As shown in fig. 1-4, the following description will be made by taking monitoring DMR interphone through mode slot1 communication operating at 409.7625MHz as an example:
step 1, monitoring 500MHz bandwidth of a wireless environment;
step 2, once a suspicious signal is found in the frequency band of the DMR interphone, reducing the monitoring bandwidth to 25MHz, and estimating the signal bandwidth to be 9.85 Khz;
step 3, the bandwidth of the signal accords with the frequency spectrum characteristics of the DMR interphone, and the central frequency point f is estimated0=409.761324MHz;
Step 4, using f0Performing down-conversion processing on data as a central frequency point to obtain baseband data { x (n) }, wherein n is 1,2, … …, and the sampling frequency is 1M;
step 5, obtaining a 40K sampling signal by performing integral multiple extraction on 25 and obtaining a signal with a 38.4K sampling rate by performing fractional multiple extraction on 40/38.4, wherein the signal is an oversampling signal { p (N) } which is 8 times that of the oversampling signal, and N is 1,2,3, …, and fig. 2-4 is a signal power spectrum;
step 6, demodulating by the FM demodulator to obtain a demodulated signal { q (n) ═ 1,2,3, … };
and 7, according to the oversampling multiple N being 8, enabling the sampling data q (N) to pass through a root raised cosine filter h (N), wherein the oversampling multiple of the root raised cosine filter is 8, 49 tap coefficients are formed across 6 symbols, and the output data is recorded as
Step 8, demodulating data g (n)1Subtracting the offset fre2 KOffset-5 to obtain { g (n)2=g(n)1-fre2KOffset, n 1,2, … }, and the other group is demodulated data g (n)1Adding an offset fre2 KOffset-5 to obtain { g (n)3=g(n)1+ fre2KOffset, n ═ 1,2, … }, plus g (n)1Forming three groups of data to be detected;
step 9,Using data { g (n)1,g(n)2,g(n)3Voice synchronous data of 4 sets of local reserved DMR interphone (base station voice synchronization, mobile station voice synchronization, direct time slot1 voice synchronization, direct time slot 2 voice synchronization) { dmrSync (n)jN is 1, 2., M, j is 1,2,3,4} to do sliding normalization correlation operation, the original voice synchronization header period interval is 13824 under the condition of 8 times oversampling, only the correlation value of even number position is calculated for reducing the operation amount: k is 0,2, …

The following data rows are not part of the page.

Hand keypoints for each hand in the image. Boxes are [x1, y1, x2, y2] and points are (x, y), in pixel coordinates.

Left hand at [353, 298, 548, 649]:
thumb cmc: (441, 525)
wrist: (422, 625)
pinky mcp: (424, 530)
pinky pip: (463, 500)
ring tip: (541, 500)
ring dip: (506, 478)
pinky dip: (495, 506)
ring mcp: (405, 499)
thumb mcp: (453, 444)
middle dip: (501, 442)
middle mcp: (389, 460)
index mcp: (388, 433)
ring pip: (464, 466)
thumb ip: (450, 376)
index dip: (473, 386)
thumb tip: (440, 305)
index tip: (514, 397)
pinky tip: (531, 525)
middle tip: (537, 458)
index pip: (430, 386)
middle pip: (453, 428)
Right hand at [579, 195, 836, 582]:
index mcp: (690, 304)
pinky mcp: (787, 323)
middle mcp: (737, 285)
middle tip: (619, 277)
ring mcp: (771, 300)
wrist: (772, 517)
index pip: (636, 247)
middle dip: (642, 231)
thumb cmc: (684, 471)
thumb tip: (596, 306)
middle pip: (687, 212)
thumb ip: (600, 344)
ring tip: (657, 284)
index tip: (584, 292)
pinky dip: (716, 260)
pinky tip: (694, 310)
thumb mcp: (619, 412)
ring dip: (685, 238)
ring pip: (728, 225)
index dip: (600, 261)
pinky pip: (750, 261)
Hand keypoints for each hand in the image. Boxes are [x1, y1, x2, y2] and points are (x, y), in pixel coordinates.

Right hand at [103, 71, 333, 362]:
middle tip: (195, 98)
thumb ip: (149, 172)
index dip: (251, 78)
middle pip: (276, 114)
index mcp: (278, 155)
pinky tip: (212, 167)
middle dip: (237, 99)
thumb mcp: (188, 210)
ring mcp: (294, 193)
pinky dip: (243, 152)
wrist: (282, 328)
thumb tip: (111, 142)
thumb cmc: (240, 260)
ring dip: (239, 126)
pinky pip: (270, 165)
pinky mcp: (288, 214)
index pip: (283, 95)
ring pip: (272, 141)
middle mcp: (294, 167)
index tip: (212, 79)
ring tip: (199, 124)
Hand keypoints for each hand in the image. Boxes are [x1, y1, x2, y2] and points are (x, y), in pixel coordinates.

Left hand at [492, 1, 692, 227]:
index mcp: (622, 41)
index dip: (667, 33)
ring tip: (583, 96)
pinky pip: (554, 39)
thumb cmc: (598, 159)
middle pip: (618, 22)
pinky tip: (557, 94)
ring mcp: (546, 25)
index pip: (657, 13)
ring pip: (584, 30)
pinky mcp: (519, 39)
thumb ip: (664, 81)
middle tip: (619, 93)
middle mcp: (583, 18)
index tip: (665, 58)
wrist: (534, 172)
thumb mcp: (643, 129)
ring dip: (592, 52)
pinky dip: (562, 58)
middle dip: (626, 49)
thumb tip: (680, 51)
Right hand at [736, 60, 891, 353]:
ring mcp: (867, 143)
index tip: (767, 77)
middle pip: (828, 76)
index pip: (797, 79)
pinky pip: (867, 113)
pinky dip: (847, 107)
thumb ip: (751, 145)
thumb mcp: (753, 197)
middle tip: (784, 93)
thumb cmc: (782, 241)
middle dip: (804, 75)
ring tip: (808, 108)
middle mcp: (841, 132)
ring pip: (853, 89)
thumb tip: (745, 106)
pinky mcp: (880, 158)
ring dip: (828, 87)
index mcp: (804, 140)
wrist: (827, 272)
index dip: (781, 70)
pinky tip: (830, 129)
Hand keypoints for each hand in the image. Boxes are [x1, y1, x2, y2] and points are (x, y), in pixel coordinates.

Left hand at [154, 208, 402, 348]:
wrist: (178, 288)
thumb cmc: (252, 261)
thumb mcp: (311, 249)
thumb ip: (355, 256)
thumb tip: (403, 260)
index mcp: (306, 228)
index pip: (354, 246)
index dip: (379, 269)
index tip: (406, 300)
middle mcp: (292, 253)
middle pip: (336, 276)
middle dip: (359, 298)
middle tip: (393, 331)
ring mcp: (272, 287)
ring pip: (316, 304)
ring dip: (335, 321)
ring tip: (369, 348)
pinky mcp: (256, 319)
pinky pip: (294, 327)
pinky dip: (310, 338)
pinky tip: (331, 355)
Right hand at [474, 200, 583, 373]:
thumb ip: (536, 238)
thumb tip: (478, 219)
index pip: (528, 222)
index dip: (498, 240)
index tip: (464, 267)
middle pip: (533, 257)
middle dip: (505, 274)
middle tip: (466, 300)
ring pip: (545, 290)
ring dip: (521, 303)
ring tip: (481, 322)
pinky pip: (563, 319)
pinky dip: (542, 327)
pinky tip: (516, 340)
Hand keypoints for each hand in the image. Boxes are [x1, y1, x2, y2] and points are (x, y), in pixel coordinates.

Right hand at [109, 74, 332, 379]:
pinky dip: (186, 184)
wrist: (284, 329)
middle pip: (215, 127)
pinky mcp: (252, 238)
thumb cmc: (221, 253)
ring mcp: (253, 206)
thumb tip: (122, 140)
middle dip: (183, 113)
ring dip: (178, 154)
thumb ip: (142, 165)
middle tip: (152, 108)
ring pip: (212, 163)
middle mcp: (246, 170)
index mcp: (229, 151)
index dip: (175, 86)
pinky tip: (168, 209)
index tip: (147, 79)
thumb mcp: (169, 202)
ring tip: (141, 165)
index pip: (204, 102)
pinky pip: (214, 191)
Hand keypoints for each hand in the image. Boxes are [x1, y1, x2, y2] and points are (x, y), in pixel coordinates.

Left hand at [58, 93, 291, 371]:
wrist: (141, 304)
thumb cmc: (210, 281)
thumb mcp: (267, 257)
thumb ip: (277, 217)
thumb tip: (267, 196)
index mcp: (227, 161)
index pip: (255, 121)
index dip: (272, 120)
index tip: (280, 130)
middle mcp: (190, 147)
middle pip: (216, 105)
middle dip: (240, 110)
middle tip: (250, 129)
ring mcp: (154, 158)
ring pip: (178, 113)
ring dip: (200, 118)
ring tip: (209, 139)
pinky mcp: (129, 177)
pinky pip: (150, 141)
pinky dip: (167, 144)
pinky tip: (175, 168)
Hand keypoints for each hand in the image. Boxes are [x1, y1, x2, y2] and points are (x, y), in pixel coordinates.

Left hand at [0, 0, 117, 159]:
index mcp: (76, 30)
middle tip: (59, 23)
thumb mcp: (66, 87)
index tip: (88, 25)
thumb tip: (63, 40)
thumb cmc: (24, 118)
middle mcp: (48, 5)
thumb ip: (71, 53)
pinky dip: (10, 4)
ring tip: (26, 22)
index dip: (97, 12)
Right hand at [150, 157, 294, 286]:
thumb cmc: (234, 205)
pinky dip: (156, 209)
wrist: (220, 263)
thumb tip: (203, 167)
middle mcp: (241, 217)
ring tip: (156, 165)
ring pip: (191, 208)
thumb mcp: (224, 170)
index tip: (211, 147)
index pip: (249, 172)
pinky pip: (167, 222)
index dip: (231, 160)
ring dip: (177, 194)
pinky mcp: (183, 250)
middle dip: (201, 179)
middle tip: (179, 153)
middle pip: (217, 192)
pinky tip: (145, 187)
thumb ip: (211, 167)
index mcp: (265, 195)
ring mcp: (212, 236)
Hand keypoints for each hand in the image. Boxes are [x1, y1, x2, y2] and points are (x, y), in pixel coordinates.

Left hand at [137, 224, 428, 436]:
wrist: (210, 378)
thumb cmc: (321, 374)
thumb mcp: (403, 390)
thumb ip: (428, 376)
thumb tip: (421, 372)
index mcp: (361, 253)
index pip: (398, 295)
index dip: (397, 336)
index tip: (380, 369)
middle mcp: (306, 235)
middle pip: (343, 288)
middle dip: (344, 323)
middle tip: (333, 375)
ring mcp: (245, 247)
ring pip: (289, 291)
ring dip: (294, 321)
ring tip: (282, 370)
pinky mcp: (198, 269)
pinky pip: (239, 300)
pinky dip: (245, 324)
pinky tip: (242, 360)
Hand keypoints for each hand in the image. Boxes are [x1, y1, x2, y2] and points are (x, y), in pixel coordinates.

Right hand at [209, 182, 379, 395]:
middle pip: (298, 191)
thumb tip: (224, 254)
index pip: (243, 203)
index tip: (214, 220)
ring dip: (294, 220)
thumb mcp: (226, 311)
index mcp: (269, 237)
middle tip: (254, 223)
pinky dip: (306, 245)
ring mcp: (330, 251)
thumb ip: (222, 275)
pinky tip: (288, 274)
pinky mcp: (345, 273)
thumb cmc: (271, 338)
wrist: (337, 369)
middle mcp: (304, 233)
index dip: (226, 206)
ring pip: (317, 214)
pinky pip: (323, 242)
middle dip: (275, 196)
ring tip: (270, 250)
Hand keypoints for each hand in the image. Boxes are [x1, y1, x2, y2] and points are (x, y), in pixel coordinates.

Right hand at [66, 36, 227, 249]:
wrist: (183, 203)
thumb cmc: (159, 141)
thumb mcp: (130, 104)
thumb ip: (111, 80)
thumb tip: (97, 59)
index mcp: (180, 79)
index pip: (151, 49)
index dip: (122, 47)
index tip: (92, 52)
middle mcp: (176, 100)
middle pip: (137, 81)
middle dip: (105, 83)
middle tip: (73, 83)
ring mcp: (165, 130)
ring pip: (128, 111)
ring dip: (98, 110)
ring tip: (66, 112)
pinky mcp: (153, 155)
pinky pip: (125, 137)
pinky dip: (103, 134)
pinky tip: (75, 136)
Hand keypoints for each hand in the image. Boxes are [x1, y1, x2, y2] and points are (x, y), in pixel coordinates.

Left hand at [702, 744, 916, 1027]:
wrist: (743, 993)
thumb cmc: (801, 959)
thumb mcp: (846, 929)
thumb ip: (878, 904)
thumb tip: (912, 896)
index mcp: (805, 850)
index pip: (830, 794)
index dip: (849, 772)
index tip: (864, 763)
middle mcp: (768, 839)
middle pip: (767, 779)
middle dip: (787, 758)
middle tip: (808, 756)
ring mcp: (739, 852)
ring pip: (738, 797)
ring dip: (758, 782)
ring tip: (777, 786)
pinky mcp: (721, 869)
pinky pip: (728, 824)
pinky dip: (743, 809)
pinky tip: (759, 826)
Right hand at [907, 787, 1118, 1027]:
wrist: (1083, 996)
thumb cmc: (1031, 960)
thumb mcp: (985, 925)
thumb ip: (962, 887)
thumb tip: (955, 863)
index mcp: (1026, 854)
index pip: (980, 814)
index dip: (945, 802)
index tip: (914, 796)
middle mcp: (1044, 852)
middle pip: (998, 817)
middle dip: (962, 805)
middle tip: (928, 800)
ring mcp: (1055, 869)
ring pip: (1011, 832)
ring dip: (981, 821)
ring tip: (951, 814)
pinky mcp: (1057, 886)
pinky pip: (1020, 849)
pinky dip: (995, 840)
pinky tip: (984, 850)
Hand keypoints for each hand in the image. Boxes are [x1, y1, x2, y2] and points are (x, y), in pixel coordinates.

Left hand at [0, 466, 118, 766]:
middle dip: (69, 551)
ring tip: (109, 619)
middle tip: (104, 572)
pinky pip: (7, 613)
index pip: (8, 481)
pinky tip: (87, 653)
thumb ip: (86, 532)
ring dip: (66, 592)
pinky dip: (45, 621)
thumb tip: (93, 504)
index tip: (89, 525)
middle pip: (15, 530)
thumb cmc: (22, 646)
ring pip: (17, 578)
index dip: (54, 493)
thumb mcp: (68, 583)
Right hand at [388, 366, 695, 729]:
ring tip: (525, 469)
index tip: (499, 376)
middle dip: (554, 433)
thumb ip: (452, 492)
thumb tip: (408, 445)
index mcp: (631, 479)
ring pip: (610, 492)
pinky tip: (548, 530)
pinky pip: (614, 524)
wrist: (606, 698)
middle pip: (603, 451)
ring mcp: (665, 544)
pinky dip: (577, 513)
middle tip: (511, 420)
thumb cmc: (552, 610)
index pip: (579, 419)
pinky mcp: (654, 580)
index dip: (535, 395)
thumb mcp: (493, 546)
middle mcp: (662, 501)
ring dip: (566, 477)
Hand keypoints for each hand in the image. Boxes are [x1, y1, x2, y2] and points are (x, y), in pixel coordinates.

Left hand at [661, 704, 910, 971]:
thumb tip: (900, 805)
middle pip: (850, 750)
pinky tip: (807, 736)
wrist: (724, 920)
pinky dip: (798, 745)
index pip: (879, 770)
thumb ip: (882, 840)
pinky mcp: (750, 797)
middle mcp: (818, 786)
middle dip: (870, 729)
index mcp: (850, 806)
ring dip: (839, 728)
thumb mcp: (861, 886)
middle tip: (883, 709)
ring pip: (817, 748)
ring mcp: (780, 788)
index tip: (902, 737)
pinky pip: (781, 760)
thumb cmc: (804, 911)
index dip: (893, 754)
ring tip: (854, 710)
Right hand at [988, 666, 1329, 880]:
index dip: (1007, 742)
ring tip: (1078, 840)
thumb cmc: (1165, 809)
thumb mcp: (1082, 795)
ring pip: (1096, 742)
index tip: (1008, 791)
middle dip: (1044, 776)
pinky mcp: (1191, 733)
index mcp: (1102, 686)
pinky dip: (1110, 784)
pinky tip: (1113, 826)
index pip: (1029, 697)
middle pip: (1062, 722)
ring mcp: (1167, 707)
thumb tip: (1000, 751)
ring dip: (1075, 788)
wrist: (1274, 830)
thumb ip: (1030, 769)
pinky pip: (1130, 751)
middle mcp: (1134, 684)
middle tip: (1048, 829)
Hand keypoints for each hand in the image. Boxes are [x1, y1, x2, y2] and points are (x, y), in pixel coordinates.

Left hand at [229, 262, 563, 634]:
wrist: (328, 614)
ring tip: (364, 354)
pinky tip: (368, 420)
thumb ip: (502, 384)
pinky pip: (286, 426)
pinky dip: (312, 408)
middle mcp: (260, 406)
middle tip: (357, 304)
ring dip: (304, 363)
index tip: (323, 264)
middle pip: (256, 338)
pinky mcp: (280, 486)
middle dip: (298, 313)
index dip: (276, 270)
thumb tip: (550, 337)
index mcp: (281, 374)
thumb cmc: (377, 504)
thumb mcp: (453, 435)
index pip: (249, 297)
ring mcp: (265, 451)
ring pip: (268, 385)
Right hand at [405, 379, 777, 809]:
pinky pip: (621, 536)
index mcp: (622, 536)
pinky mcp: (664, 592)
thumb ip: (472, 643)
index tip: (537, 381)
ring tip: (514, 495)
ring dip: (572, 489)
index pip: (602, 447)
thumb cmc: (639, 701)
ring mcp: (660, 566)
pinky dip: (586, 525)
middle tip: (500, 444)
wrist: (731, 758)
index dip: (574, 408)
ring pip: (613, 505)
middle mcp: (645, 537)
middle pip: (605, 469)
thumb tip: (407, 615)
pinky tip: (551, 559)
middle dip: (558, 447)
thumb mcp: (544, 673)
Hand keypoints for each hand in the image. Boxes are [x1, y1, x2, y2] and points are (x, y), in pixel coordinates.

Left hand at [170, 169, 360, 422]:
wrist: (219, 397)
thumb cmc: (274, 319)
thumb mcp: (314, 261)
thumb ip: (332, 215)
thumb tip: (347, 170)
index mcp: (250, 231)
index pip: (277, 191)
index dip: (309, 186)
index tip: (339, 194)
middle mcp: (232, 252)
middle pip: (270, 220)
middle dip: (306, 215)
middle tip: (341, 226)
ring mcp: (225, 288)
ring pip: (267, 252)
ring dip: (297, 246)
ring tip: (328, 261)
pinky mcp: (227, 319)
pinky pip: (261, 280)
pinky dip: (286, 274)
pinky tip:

k is 0,2,4, …, W-1; w is the interval of the voice sync header, M is the length of the sync header
i is 1,2, 3; i is baseband three sets of data g (n)iIndex
j is 1,2,3, 4; j is the four-voice synchronous head index
L ═ 0, 1, …, L-1; l is the number of periods of the voice sync signal for buffering the baseband data
And overlap and accumulate the correlation result of 6 cycles, M192 is the synchronous head length of the pronunciation;
instep 10, the correlation data peak value of the sync header of the slot1 is shown in fig. 3-4, the normalized correlation value is 0.965, which exceeds the threshold of 0.65, and it is considered that the DMR interphone signal is identified.